### Records from a collection
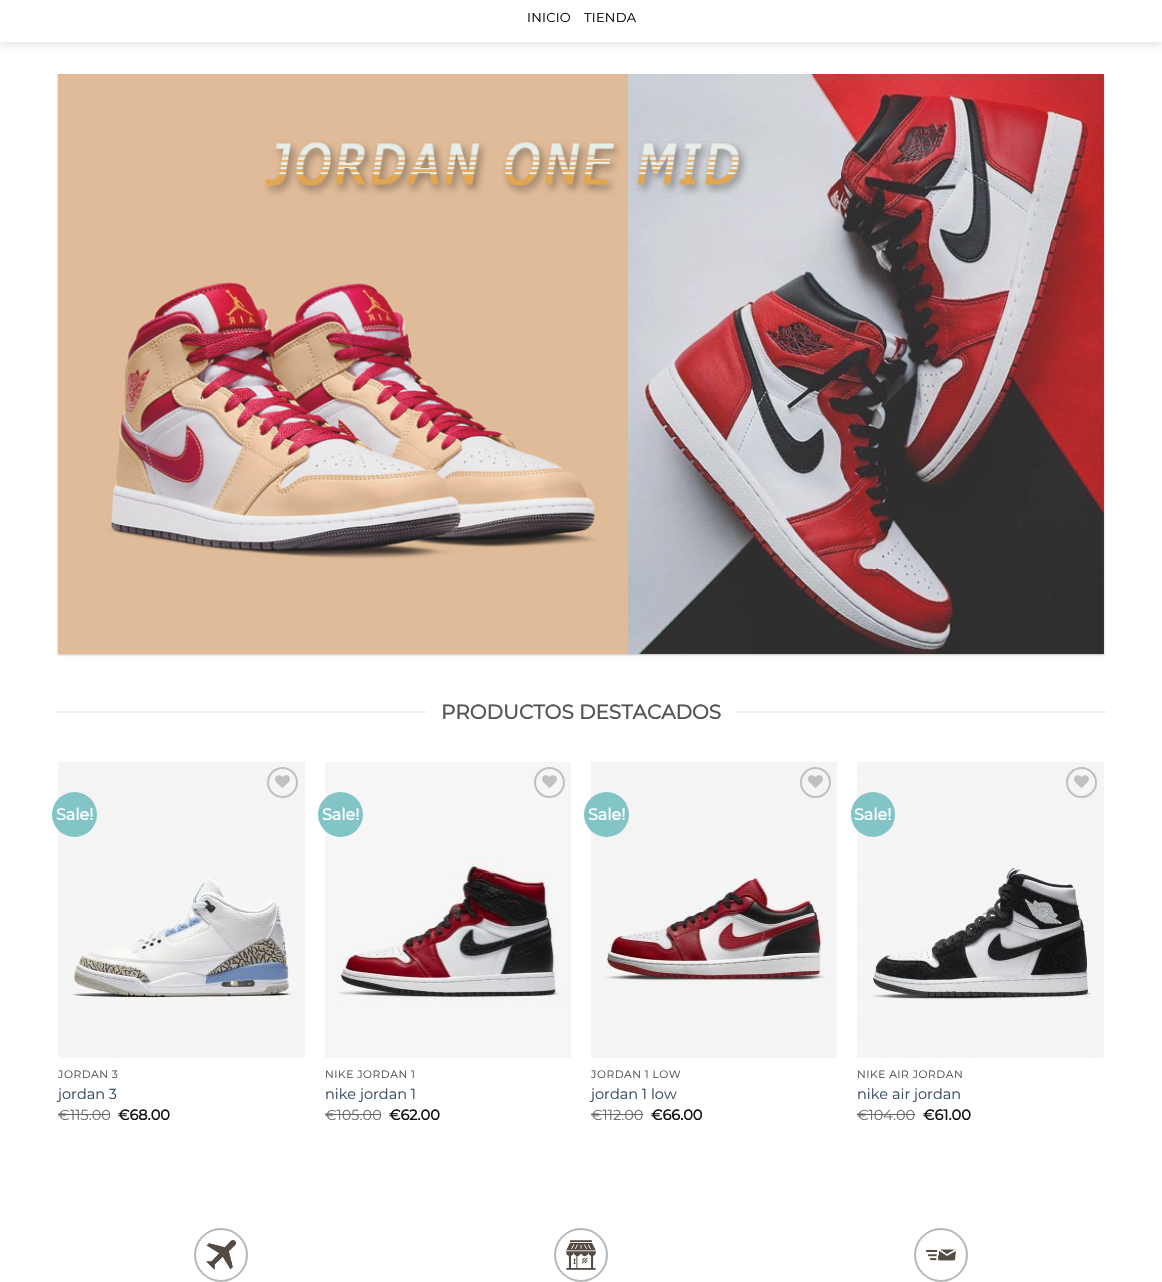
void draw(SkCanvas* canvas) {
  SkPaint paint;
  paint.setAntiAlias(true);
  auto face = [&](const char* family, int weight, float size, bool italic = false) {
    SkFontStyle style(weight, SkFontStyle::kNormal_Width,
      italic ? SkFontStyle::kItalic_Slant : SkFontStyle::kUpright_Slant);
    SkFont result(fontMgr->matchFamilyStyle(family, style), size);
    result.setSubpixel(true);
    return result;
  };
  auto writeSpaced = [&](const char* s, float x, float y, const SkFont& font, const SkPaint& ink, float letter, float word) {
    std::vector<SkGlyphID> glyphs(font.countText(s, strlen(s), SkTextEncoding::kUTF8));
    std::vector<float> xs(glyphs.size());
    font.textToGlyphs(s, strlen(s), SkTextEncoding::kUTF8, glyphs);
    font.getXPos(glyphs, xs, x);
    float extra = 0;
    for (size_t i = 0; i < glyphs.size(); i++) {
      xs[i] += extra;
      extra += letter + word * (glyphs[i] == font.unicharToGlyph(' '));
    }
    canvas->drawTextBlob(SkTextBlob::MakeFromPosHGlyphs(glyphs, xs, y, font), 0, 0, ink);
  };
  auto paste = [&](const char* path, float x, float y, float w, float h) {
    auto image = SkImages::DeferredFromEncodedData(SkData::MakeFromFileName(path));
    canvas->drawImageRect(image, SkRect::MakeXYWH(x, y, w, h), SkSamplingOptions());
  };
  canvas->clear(0xffffffff);
  paint.setColor(0x26000000);
  paint.setMaskFilter(SkMaskFilter::MakeBlur(kNormal_SkBlurStyle, 5));
  canvas->drawRect(SkRect::MakeXYWH(1, -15, 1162, 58), paint);
  paint.setMaskFilter(nullptr);
  paint.setColor(0xffffffff);
  canvas->drawRect(SkRect::MakeXYWH(0, 0, 1162, 42), paint);
  paint.setColor(0x3d000000);
  paint.setMaskFilter(SkMaskFilter::MakeBlur(kNormal_SkBlurStyle, 1));
  canvas->drawRect(SkRect::MakeXYWH(58, 75, 1046, 580), paint);
  paint.setMaskFilter(nullptr);
  paste("img/1.png", 58, 74, 1046, 580);
  paint.setColor(0xffeeeeee);
  canvas->drawRect(SkRect::MakeXYWH(56, 711, 370, 2), paint);
  canvas->drawRect(SkRect::MakeXYWH(736, 711, 370, 2), paint);
  paste("img/2.png", 58, 762, 247, 296);
  paint.setColor(0xff83c4c7);
  canvas->drawCircle(74.5f, 814.5f, 22.5f, paint);
  paint.setStroke(true);
  paint.setStrokeWidth(2);
  paint.setColor(0xffc0c0c0);
  canvas->drawCircle(282.5f, 782.5f, 14.5f, paint);
  paste("img/3.png", 275, 775, 15, 13);
  paste("img/4.png", 325, 762, 246, 296);
  paint.setStroke(false);
  paint.setColor(0xff83c4c7);
  canvas->drawCircle(340.5f, 814.5f, 22.5f, paint);
  paint.setStroke(true);
  paint.setColor(0xffc0c0c0);
  canvas->drawCircle(549.5f, 782.5f, 14.5f, paint);
  paste("img/5.png", 542, 775, 15, 13);
  paste("img/6.png", 591, 762, 246, 296);
  paint.setStroke(false);
  paint.setColor(0xff83c4c7);
  canvas->drawCircle(606.5f, 814.5f, 22.5f, paint);
  paint.setStroke(true);
  paint.setColor(0xffc0c0c0);
  canvas->drawCircle(815.5f, 782.5f, 14.5f, paint);
  paste("img/7.png", 808, 775, 15, 13);
  paste("img/8.png", 857, 762, 247, 296);
  paint.setStroke(false);
  paint.setColor(0xff83c4c7);
  canvas->drawRoundRect(SkRect::MakeXYWH(851, 792, 44, 45), 22, 22, paint);
  paint.setStroke(true);
  paint.setColor(0xffc0c0c0);
  canvas->drawCircle(1081.5f, 782.5f, 14.5f, paint);
  paste("img/3.png", 1074, 775, 15, 13);
  paint.setColor(0xffb8b8b8);
  canvas->drawCircle(221, 1255, 26, paint);
  paste("img/9.png", 206, 1240, 30, 30);
  canvas->drawCircle(581, 1255, 26, paint);
  paste("img/10.png", 566, 1240, 30, 30);
  canvas->drawCircle(941, 1255, 26, paint);
  paste("img/11.png", 926, 1249, 30, 12);
  auto f0 = face("Montserrat", 100, 13);
  paint.setStroke(false);
  paint.setColor(0xff000000);
  writeSpaced("INICIO", 527, 22, f0, paint, 0.25f, 0);
  writeSpaced("TIENDA", 584, 22, f0, paint, 0.25f, 0);
  auto f1 = face("Montserrat", 700, 20);
  paint.setColor(0xff555555);
  canvas->drawString("PRODUCTOS DESTACADOS", 441, 719, f1, paint);
  auto f2 = face("Montserrat", 700, 16);
  paint.setColor(0xffffffff);
  canvas->drawString("Sale!", 56, 820, f2, paint);
  auto f3 = face("Montserrat", 100, 10.75f);
  paint.setColor(0xff4d4d4d);
  writeSpaced("JORDAN 3", 58, 1078, f3, paint, 0.5f, 0);
  auto f4 = face("Montserrat", 100, 14.5f);
  paint.setColor(0xff334862);
  canvas->drawString("jordan 3", 58, 1099, f4, paint);
  paint.setColor(0xff707070);
  canvas->drawString("€", 58, 1120, f4, paint);
  paint.setColor(0xff666666);
  canvas->drawRect(SkRect::MakeXYWH(58, 1114, 12, 1), paint);
  paint.setColor(0xff707070);
  canvas->drawString("115.00", 70, 1120, f4, paint);
  paint.setColor(0xff666666);
  canvas->drawRect(SkRect::MakeXYWH(70, 1114, 40, 1), paint);
  auto f5 = face("Montserrat", 700, 14.5f);
  paint.setColor(0xff111111);
  canvas->drawString("€68.00", 118, 1120, f5, paint);
  paint.setColor(0xffffffff);
  canvas->drawString("Sale!", 322, 820, f2, paint);
  paint.setColor(0xff4d4d4d);
  writeSpaced("NIKE JORDAN 1", 325, 1078, f3, paint, 0.5f, 0);
  paint.setColor(0xff334862);
  canvas->drawString("nike jordan 1", 325, 1099, f4, paint);
  paint.setColor(0xff707070);
  canvas->drawString("€105.00", 325, 1120, f4, paint);
  paint.setColor(0xff666666);
  canvas->drawRect(SkRect::MakeXYWH(325, 1114, 56, 1), paint);
  paint.setColor(0xff111111);
  canvas->drawString("€62.00", 389, 1120, f5, paint);
  paint.setColor(0xffffffff);
  canvas->drawString("Sale!", 588, 820, f2, paint);
  paint.setColor(0xff4d4d4d);
  writeSpaced("JORDAN 1 LOW", 591, 1078, f3, paint, 0.5f, 0);
  paint.setColor(0xff334862);
  canvas->drawString("jordan 1 low", 591, 1099, f4, paint);
  paint.setColor(0xff707070);
  canvas->drawString("€112.00", 591, 1120, f4, paint);
  paint.setColor(0xff666666);
  canvas->drawRect(SkRect::MakeXYWH(591, 1114, 52, 1), paint);
  paint.setColor(0xff111111);
  canvas->drawString("€66.00", 651, 1120, f5, paint);
  paint.setColor(0xffffffff);
  canvas->drawString("Sale!", 854, 820, f2, paint);
  paint.setColor(0xff4d4d4d);
  writeSpaced("NIKE AIR JORDAN", 857, 1078, f3, paint, 0.5f, 0);
  paint.setColor(0xff334862);
  canvas->drawString("nike air jordan", 857, 1099, f4, paint);
  paint.setColor(0xff707070);
  canvas->drawString("€104.00", 857, 1120, f4, paint);
  paint.setColor(0xff666666);
  canvas->drawRect(SkRect::MakeXYWH(857, 1114, 58, 1), paint);
  paint.setColor(0xff111111);
  canvas->drawString("€61.00", 923, 1120, f5, paint);
}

### Problem details
Among the entries above, the line containing "auto face = [&](const", the line containing "auto paste = [&](const", and all lines between them are to be restated word for word; nothing else belongs in the reply.

### Written reply
  auto face = [&](const char* family, int weight, float size, bool italic = false) {
    SkFontStyle style(weight, SkFontStyle::kNormal_Width,
      italic ? SkFontStyle::kItalic_Slant : SkFontStyle::kUpright_Slant);
    SkFont result(fontMgr->matchFamilyStyle(family, style), size);
    result.setSubpixel(true);
    return result;
  };
  auto writeSpaced = [&](const char* s, float x, float y, const SkFont& font, const SkPaint& ink, float letter, float word) {
    std::vector<SkGlyphID> glyphs(font.countText(s, strlen(s), SkTextEncoding::kUTF8));
    std::vector<float> xs(glyphs.size());
    font.textToGlyphs(s, strlen(s), SkTextEncoding::kUTF8, glyphs);
    font.getXPos(glyphs, xs, x);
    float extra = 0;
    for (size_t i = 0; i < glyphs.size(); i++) {
      xs[i] += extra;
      extra += letter + word * (glyphs[i] == font.unicharToGlyph(' '));
    }
    canvas->drawTextBlob(SkTextBlob::MakeFromPosHGlyphs(glyphs, xs, y, font), 0, 0, ink);
  };
  auto paste = [&](const char* path, float x, float y, float w, float h) {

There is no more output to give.